--- DATA PROVIDED ---

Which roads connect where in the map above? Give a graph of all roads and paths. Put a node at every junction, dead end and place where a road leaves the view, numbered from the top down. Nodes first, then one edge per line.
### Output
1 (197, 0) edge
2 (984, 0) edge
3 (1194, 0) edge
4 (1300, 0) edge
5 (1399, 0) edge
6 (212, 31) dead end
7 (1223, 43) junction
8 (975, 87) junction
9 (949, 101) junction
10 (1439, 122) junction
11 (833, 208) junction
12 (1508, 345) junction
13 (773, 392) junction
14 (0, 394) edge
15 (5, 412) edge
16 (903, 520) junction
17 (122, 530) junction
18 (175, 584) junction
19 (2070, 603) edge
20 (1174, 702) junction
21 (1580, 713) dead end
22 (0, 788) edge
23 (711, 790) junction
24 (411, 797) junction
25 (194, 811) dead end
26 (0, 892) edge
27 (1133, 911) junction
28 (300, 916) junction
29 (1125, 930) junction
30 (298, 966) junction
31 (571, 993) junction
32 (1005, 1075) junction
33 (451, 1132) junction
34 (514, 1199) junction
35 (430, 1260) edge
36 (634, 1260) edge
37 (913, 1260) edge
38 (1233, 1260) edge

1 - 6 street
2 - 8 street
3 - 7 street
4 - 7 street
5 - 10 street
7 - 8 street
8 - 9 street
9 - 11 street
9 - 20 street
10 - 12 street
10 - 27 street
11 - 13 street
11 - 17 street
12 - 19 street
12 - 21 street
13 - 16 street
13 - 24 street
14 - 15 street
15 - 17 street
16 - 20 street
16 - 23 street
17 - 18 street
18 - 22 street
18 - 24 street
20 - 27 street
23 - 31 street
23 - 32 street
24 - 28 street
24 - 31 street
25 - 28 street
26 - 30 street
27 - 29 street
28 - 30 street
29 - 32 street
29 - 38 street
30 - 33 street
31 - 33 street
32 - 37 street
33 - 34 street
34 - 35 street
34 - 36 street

--- EXERCISE AIM ---
Every record must be transcribed precisely, down to the last character.

--- THE COMPLETED TASK ---
Which roads connect where in the map above? Give a graph of all roads and paths. Put a node at every junction, dead end and place where a road leaves the view, numbered from the top down. Nodes first, then one edge per line.
### Output
1 (197, 0) edge
2 (984, 0) edge
3 (1194, 0) edge
4 (1300, 0) edge
5 (1399, 0) edge
6 (212, 31) dead end
7 (1223, 43) junction
8 (975, 87) junction
9 (949, 101) junction
10 (1439, 122) junction
11 (833, 208) junction
12 (1508, 345) junction
13 (773, 392) junction
14 (0, 394) edge
15 (5, 412) edge
16 (903, 520) junction
17 (122, 530) junction
18 (175, 584) junction
19 (2070, 603) edge
20 (1174, 702) junction
21 (1580, 713) dead end
22 (0, 788) edge
23 (711, 790) junction
24 (411, 797) junction
25 (194, 811) dead end
26 (0, 892) edge
27 (1133, 911) junction
28 (300, 916) junction
29 (1125, 930) junction
30 (298, 966) junction
31 (571, 993) junction
32 (1005, 1075) junction
33 (451, 1132) junction
34 (514, 1199) junction
35 (430, 1260) edge
36 (634, 1260) edge
37 (913, 1260) edge
38 (1233, 1260) edge

1 - 6 street
2 - 8 street
3 - 7 street
4 - 7 street
5 - 10 street
7 - 8 street
8 - 9 street
9 - 11 street
9 - 20 street
10 - 12 street
10 - 27 street
11 - 13 street
11 - 17 street
12 - 19 street
12 - 21 street
13 - 16 street
13 - 24 street
14 - 15 street
15 - 17 street
16 - 20 street
16 - 23 street
17 - 18 street
18 - 22 street
18 - 24 street
20 - 27 street
23 - 31 street
23 - 32 street
24 - 28 street
24 - 31 street
25 - 28 street
26 - 30 street
27 - 29 street
28 - 30 street
29 - 32 street
29 - 38 street
30 - 33 street
31 - 33 street
32 - 37 street
33 - 34 street
34 - 35 street
34 - 36 street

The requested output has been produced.